[Records from a collection]
***

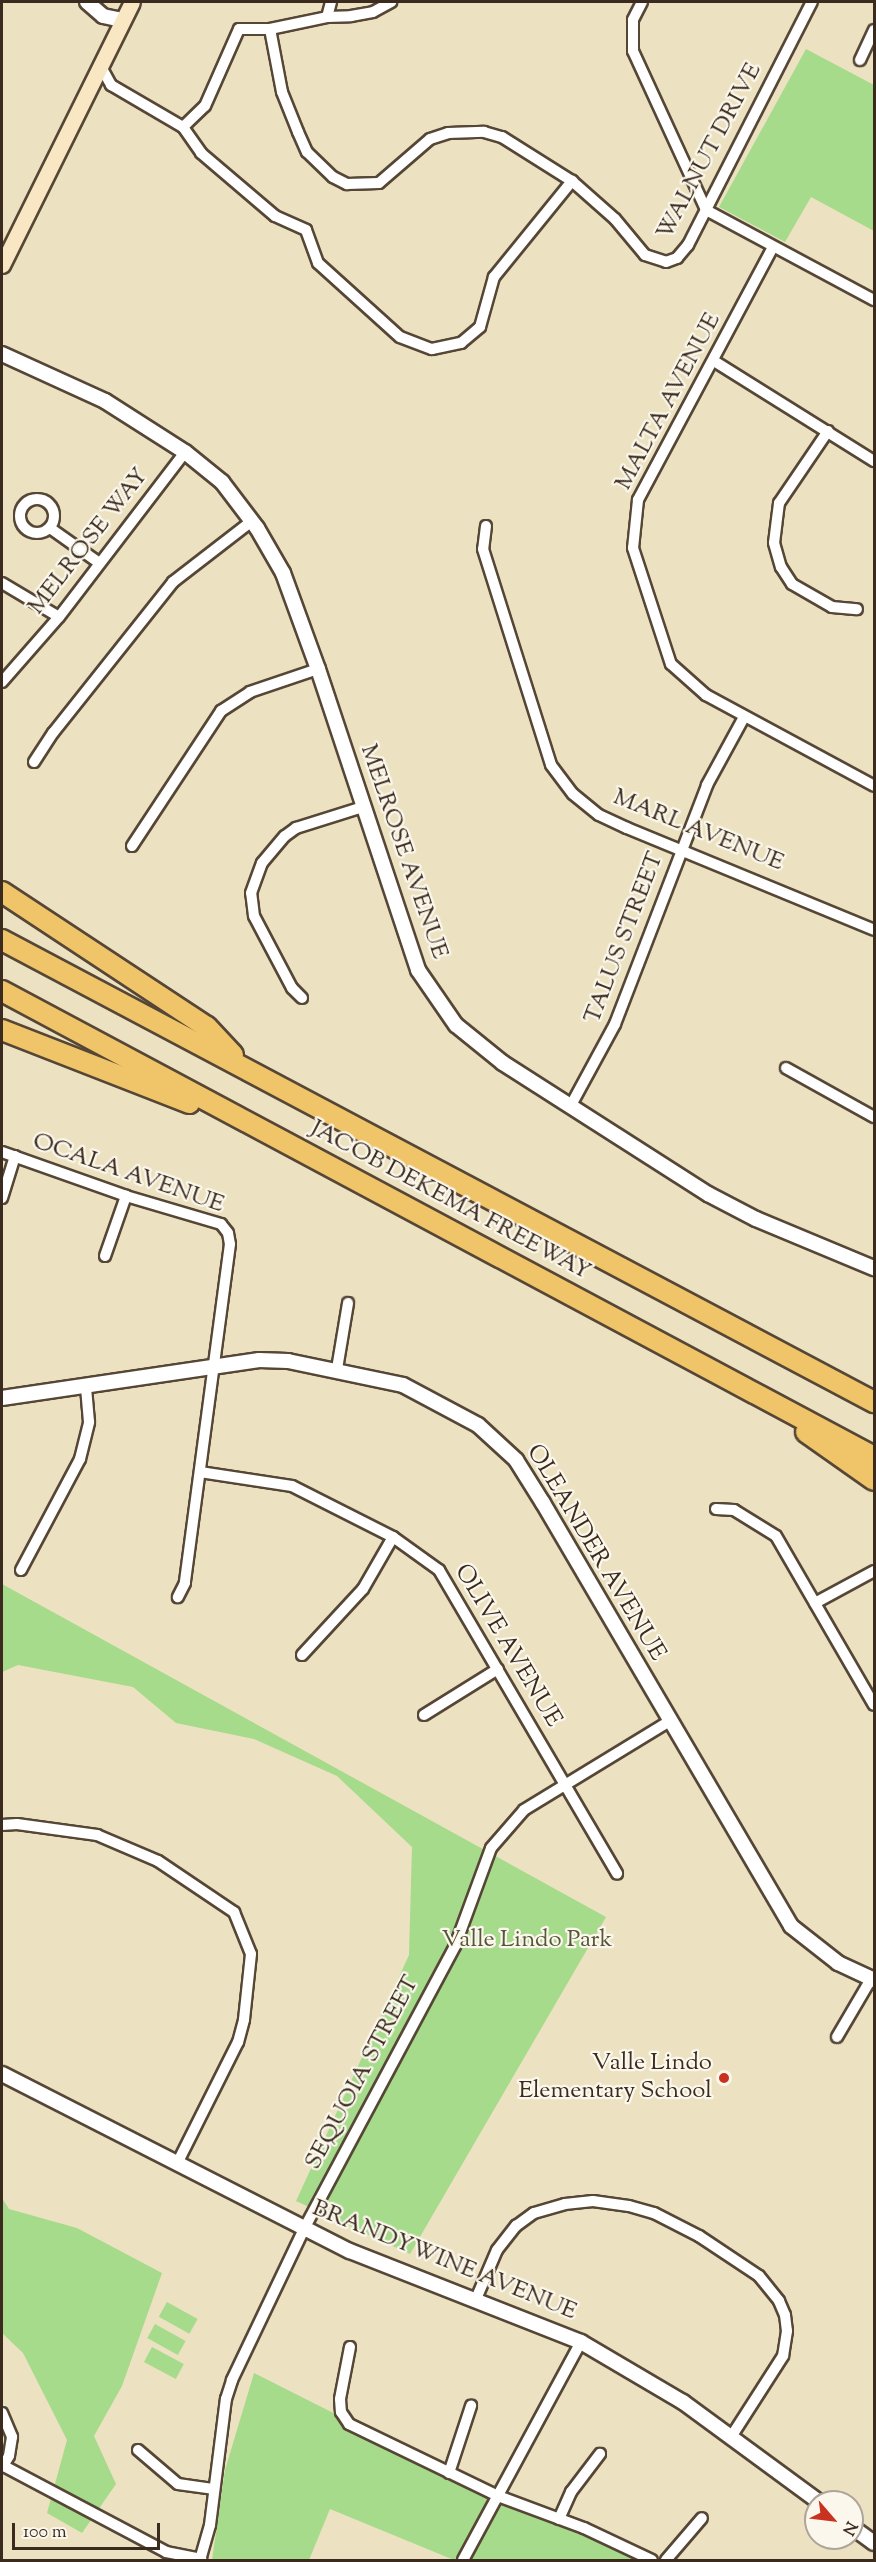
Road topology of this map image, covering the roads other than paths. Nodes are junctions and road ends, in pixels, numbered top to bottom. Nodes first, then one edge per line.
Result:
1 (87, 2) edge
2 (132, 2) edge
3 (331, 2) edge
4 (391, 2) edge
5 (642, 2) edge
6 (812, 2) edge
7 (327, 17) junction
8 (122, 20) junction
9 (270, 29) junction
10 (874, 30) edge
11 (860, 60) dead end
12 (100, 66) junction
13 (183, 127) junction
14 (572, 181) junction
15 (706, 210) junction
16 (773, 247) junction
17 (2, 265) edge
18 (874, 300) edge
19 (2, 354) edge
20 (714, 361) junction
21 (828, 431) junction
22 (185, 452) junction
23 (874, 461) edge
24 (252, 521) junction
25 (486, 526) dead end
26 (50, 528) dead end
27 (98, 562) junction
28 (2, 583) edge
29 (857, 609) dead end
30 (59, 617) junction
31 (318, 669) junction
32 (2, 682) edge
33 (744, 717) junction
34 (34, 762) dead end
35 (874, 786) edge
36 (363, 807) junction
37 (132, 846) dead end
38 (683, 849) junction
39 (2, 892) edge
40 (874, 930) edge
41 (2, 940) edge
42 (2, 991) edge
43 (302, 998) dead end
44 (2, 1030) edge
45 (246, 1068) junction
46 (786, 1068) dead end
47 (570, 1107) junction
48 (874, 1117) edge
49 (270, 1135) junction
50 (2, 1152) edge
51 (15, 1156) junction
52 (126, 1196) junction
53 (2, 1198) edge
54 (105, 1256) dead end
55 (874, 1268) edge
56 (348, 1303) dead end
57 (766, 1343) junction
58 (211, 1368) junction
59 (337, 1369) junction
60 (717, 1371) junction
61 (86, 1387) junction
62 (874, 1387) edge
63 (2, 1398) edge
64 (874, 1402) edge
65 (874, 1457) edge
66 (200, 1472) junction
67 (874, 1480) edge
68 (716, 1509) dead end
69 (393, 1537) junction
70 (21, 1570) dead end
71 (874, 1571) edge
72 (178, 1597) dead end
73 (815, 1603) junction
74 (302, 1655) dead end
75 (498, 1669) junction
76 (874, 1705) edge
77 (424, 1714) dead end
78 (670, 1721) junction
79 (564, 1784) junction
80 (2, 1826) edge
81 (617, 1874) dead end
82 (873, 1980) edge
83 (837, 2037) dead end
84 (2, 2074) edge
85 (177, 2164) junction
86 (304, 2229) junction
87 (476, 2299) junction
88 (581, 2342) junction
89 (350, 2347) dead end
90 (471, 2406) dead end
91 (2, 2413) edge
92 (731, 2437) junction
93 (138, 2450) dead end
94 (600, 2454) dead end
95 (2, 2465) edge
96 (449, 2473) junction
97 (213, 2489) junction
98 (804, 2491) edge
99 (498, 2496) junction
100 (702, 2518) dead end
101 (559, 2519) junction
102 (201, 2560) edge
103 (463, 2560) edge
104 (652, 2560) edge
105 (666, 2560) edge

1 - 8 street
2 - 8 main road
3 - 7 street
4 - 7 street
5 - 15 street
6 - 15 street, WALNUT DRIVE
7 - 9 street
8 - 12 main road
9 - 13 street
9 - 14 street, WALNUT DRIVE
10 - 11 street
12 - 13 street
12 - 17 main road
13 - 14 street
14 - 15 street, WALNUT DRIVE
15 - 16 street
16 - 18 street
16 - 20 street, MALTA AVENUE
19 - 22 street, MELROSE AVENUE
20 - 21 street
20 - 33 street, MALTA AVENUE
21 - 23 street
21 - 29 street
22 - 24 street, MELROSE AVENUE
22 - 27 street, MELROSE WAY
24 - 31 street, MELROSE AVENUE
24 - 34 street
25 - 38 street, MARL AVENUE
26 - 27 street
27 - 30 street, MELROSE WAY
28 - 30 street
30 - 32 street, MELROSE WAY
31 - 36 street, MELROSE AVENUE
31 - 37 street
33 - 35 street, MALTA AVENUE
33 - 38 street, TALUS STREET
36 - 43 street
36 - 47 street, MELROSE AVENUE
38 - 40 street, MARL AVENUE
38 - 47 street, TALUS STREET
39 - 45 highway
41 - 45 highway, JACOB DEKEMA FREEWAY
42 - 49 highway, JACOB DEKEMA FREEWAY
44 - 49 highway
45 - 57 highway, JACOB DEKEMA FREEWAY
46 - 48 street
47 - 55 street, MELROSE AVENUE
49 - 60 highway, JACOB DEKEMA FREEWAY
50 - 51 street, OCALA AVENUE
51 - 52 street, OCALA AVENUE
51 - 53 street
52 - 54 street
52 - 58 street, OCALA AVENUE
56 - 59 street
57 - 62 highway
57 - 64 highway, JACOB DEKEMA FREEWAY
58 - 59 street, OLEANDER AVENUE
58 - 61 street, OLEANDER AVENUE
58 - 66 street
59 - 78 street, OLEANDER AVENUE
60 - 65 highway, JACOB DEKEMA FREEWAY
60 - 67 highway
61 - 63 street, OLEANDER AVENUE
61 - 70 street
66 - 69 street, OLIVE AVENUE
66 - 72 street
68 - 73 street
69 - 74 street
69 - 75 street, OLIVE AVENUE
71 - 73 street
73 - 76 street
75 - 77 street
75 - 79 street, OLIVE AVENUE
78 - 79 street, SEQUOIA STREET
78 - 82 street, OLEANDER AVENUE
79 - 81 street, OLIVE AVENUE
79 - 86 street, SEQUOIA STREET
80 - 85 street
82 - 83 street
84 - 85 street, BRANDYWINE AVENUE
85 - 86 street, BRANDYWINE AVENUE
86 - 87 street, BRANDYWINE AVENUE
86 - 97 street, SEQUOIA STREET
87 - 88 street, BRANDYWINE AVENUE
87 - 92 street
88 - 92 street, BRANDYWINE AVENUE
88 - 99 street
89 - 96 street
90 - 96 street
91 - 95 street
92 - 98 street, BRANDYWINE AVENUE
93 - 97 street
94 - 101 street
95 - 102 street
96 - 99 street
97 - 102 street, SEQUOIA STREET
99 - 101 street
99 - 103 street
100 - 105 street
101 - 104 street

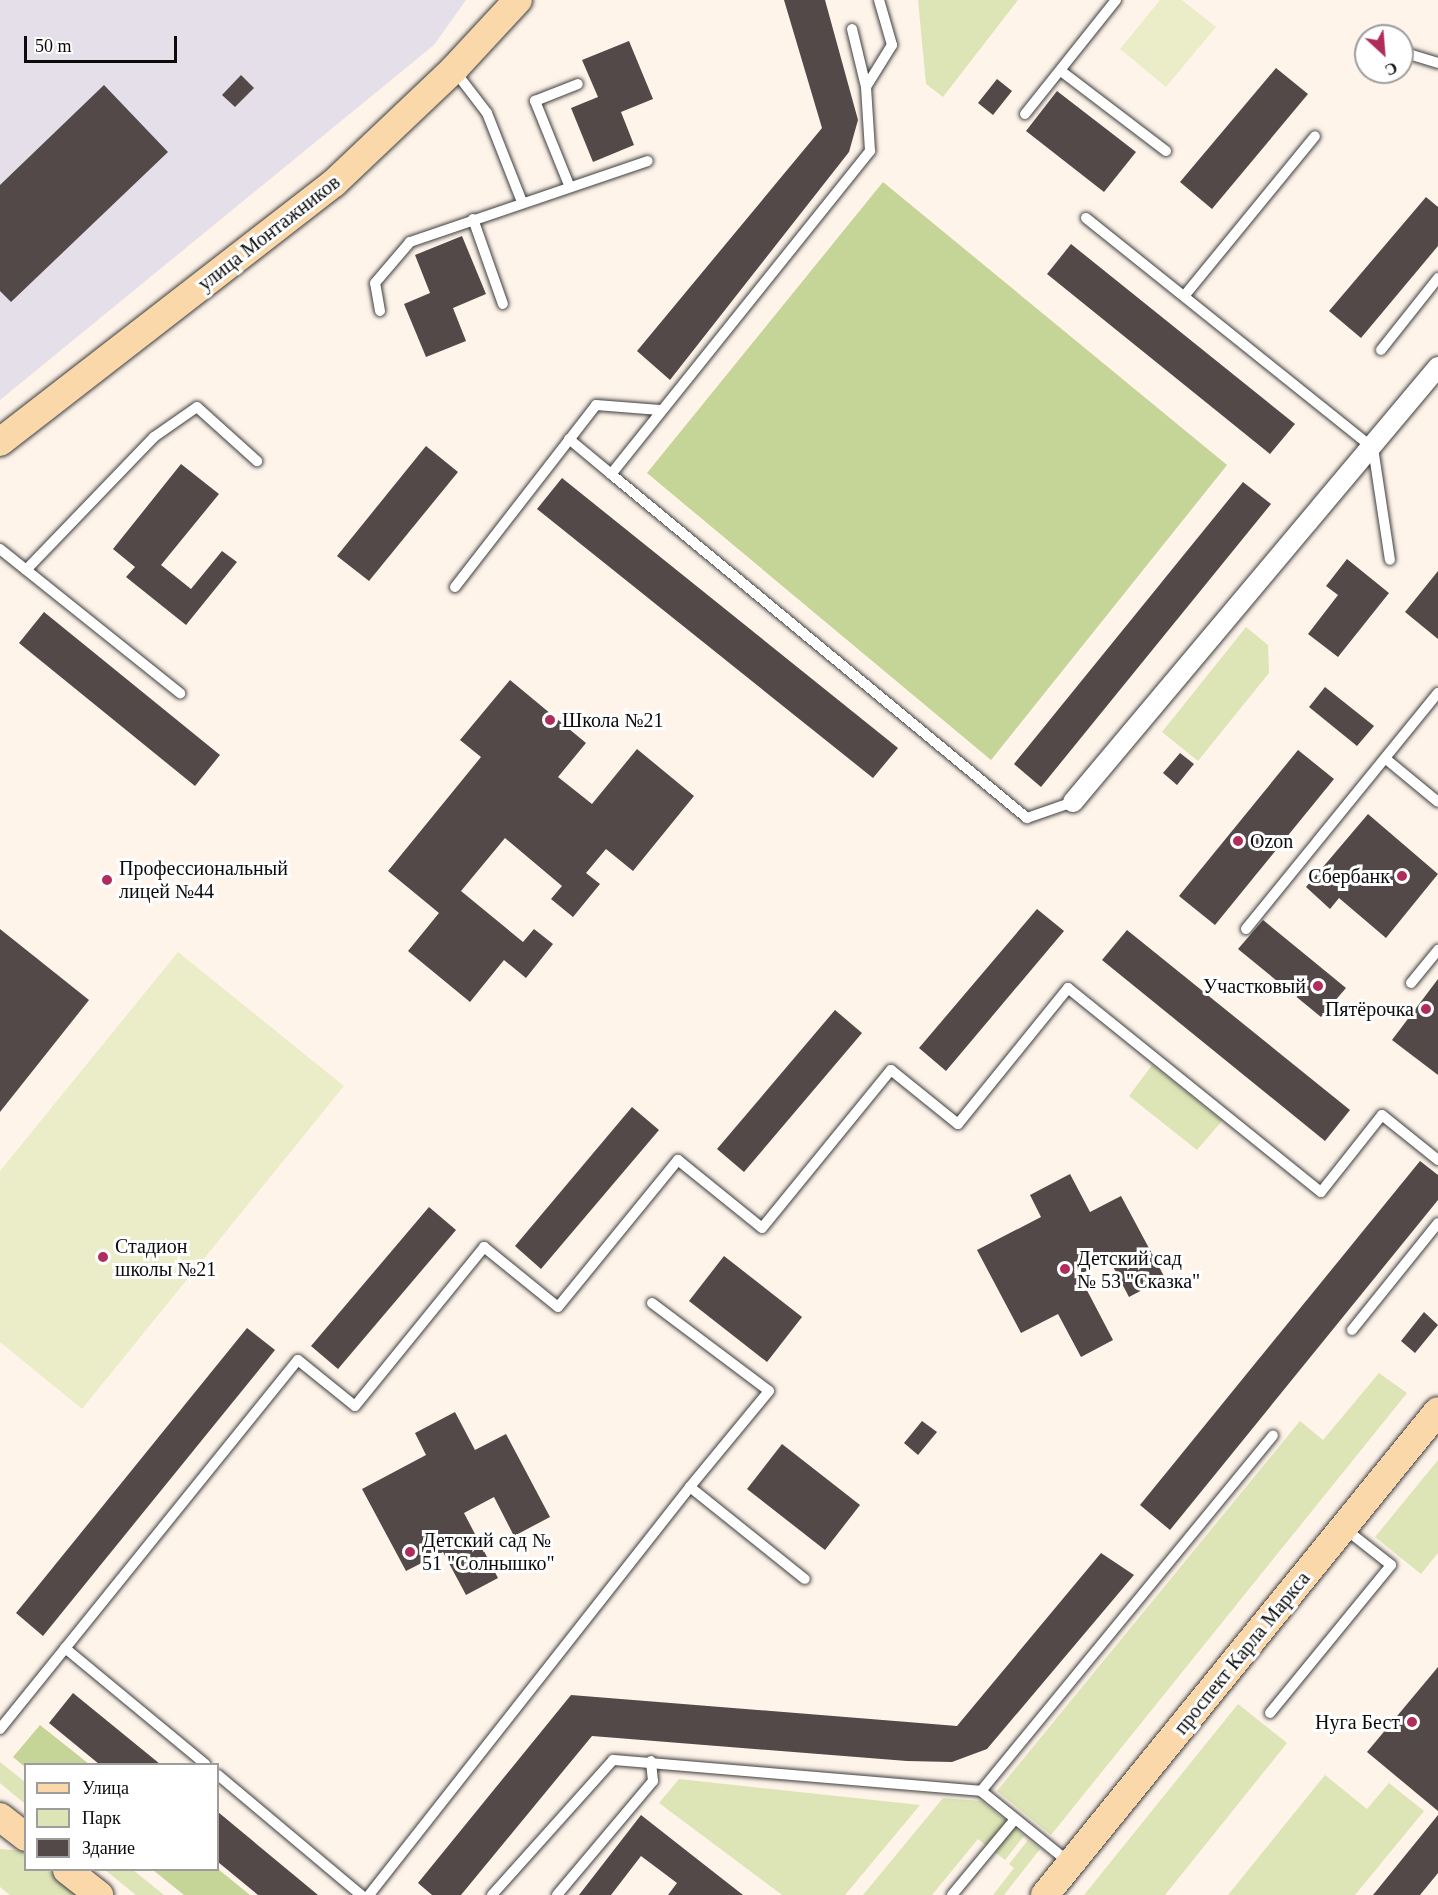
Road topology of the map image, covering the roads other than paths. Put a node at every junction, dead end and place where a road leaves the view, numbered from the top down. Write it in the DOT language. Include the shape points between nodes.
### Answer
graph roads {
  1 [pos="518,0"];
  2 [pos="879,0"];
  3 [pos="1116,0"];
  4 [pos="852,29"];
  5 [pos="1414,56"];
  6 [pos="1438,63"];
  7 [pos="454,69"];
  8 [pos="1061,71"];
  9 [pos="578,84"];
  10 [pos="866,87"];
  11 [pos="1025,114"];
  12 [pos="1315,135"];
  13 [pos="1166,151"];
  14 [pos="648,161"];
  15 [pos="569,185"];
  16 [pos="522,202"];
  17 [pos="1086,218"];
  18 [pos="473,219"];
  19 [pos="1438,278"];
  20 [pos="1185,295"];
  21 [pos="503,304"];
  22 [pos="380,311"];
  23 [pos="1381,350"];
  24 [pos="1438,367"];
  25 [pos="660,410"];
  26 [pos="569,439"];
  27 [pos="0,442"];
  28 [pos="1373,448"];
  29 [pos="257,461"];
  30 [pos="611,474"];
  31 [pos="0,549"];
  32 [pos="1390,560"];
  33 [pos="26,570"];
  34 [pos="455,587"];
  35 [pos="180,693"];
  36 [pos="1438,693"];
  37 [pos="1386,759"];
  38 [pos="1072,802"];
  39 [pos="1438,802"];
  40 [pos="1246,929"];
  41 [pos="1438,950"];
  42 [pos="1411,983"];
  43 [pos="1438,1160"];
  44 [pos="1438,1223"];
  45 [pos="652,1303"];
  46 [pos="1352,1330"];
  47 [pos="1438,1411"];
  48 [pos="1273,1436"];
  49 [pos="690,1487"];
  50 [pos="1344,1528"];
  51 [pos="805,1579"];
  52 [pos="65,1648"];
  53 [pos="1270,1713"];
  54 [pos="0,1729"];
  55 [pos="651,1761"];
  56 [pos="204,1763"];
  57 [pos="219,1776"];
  58 [pos="981,1791"];
  59 [pos="0,1817"];
  60 [pos="1015,1818"];
  61 [pos="24,1835"];
  62 [pos="1070,1864"];
  63 [pos="69,1871"];
  64 [pos="99,1895"];
  65 [pos="361,1895"];
  66 [pos="369,1895"];
  67 [pos="492,1895"];
  68 [pos="557,1895"];
  69 [pos="952,1895"];
  70 [pos="1045,1895"];
  1 -- 7 [label="street, улица Монтажников"];
  2 -- 10 [label="lane" via="892,45"];
  3 -- 8 [label="lane"];
  4 -- 10 [label="lane"];
  5 -- 6 [label="lane"];
  7 -- 16 [label="lane" via="487,113"];
  7 -- 27 [label="street, улица Монтажников" via="334,183"];
  8 -- 11 [label="lane"];
  8 -- 13 [label="lane"];
  9 -- 15 [label="lane" via="535,102"];
  10 -- 25 [label="lane" via="870,151"];
  12 -- 20 [label="lane"];
  14 -- 15 [label="lane"];
  15 -- 16 [label="lane"];
  16 -- 18 [label="lane"];
  17 -- 20 [label="lane"];
  18 -- 21 [label="lane"];
  18 -- 22 [label="lane" via="410,242 375,283"];
  19 -- 23 [label="lane"];
  20 -- 28 [label="lane"];
  24 -- 28 [label="street"];
  25 -- 26 [label="lane" via="596,405"];
  25 -- 30 [label="lane"];
  26 -- 30 [label="lane"];
  26 -- 34 [label="lane"];
  28 -- 32 [label="lane"];
  28 -- 38 [label="street"];
  29 -- 33 [label="lane" via="197,407 154,437"];
  30 -- 38 [label="lane" via="1027,818"];
  31 -- 33 [label="lane"];
  33 -- 35 [label="lane"];
  36 -- 37 [label="lane"];
  37 -- 39 [label="lane"];
  37 -- 40 [label="lane"];
  41 -- 42 [label="lane"];
  43 -- 52 [label="lane" via="1382,1115 1321,1192 1068,988 958,1124 891,1070 762,1228 678,1160 558,1307 484,1247 355,1406 298,1360"];
  44 -- 46 [label="lane"];
  45 -- 49 [label="lane" via="769,1391"];
  47 -- 50 [label="street, проспект Карла Маркса"];
  48 -- 58 [label="lane"];
  49 -- 51 [label="lane"];
  49 -- 66 [label="lane"];
  50 -- 53 [label="lane" via="1390,1565"];
  50 -- 62 [label="street, проспект Карла Маркса"];
  52 -- 54 [label="lane"];
  52 -- 56 [label="lane"];
  55 -- 58 [label="lane"];
  55 -- 67 [label="lane" via="613,1760"];
  55 -- 68 [label="lane" via="653,1781"];
  57 -- 65 [label="lane"];
  58 -- 60 [label="lane"];
  59 -- 61 [label="street"];
  60 -- 62 [label="lane"];
  60 -- 69 [label="lane"];
  62 -- 70 [label="street, проспект Карла Маркса"];
  63 -- 64 [label="street"];
}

***

ABOUT THIS TASK :: In the records above, find each line with the string "covering" and list it.

RESPONSE TO THE EXERCISE ::
Road topology of this map image, covering the roads other than paths. Nodes are junctions and road ends, in pixels, numbered top to bottom. Nodes first, then one edge per line.
Road topology of the map image, covering the roads other than paths. Put a node at every junction, dead end and place where a road leaves the view, numbered from the top down. Write it in the DOT language. Include the shape points between nodes.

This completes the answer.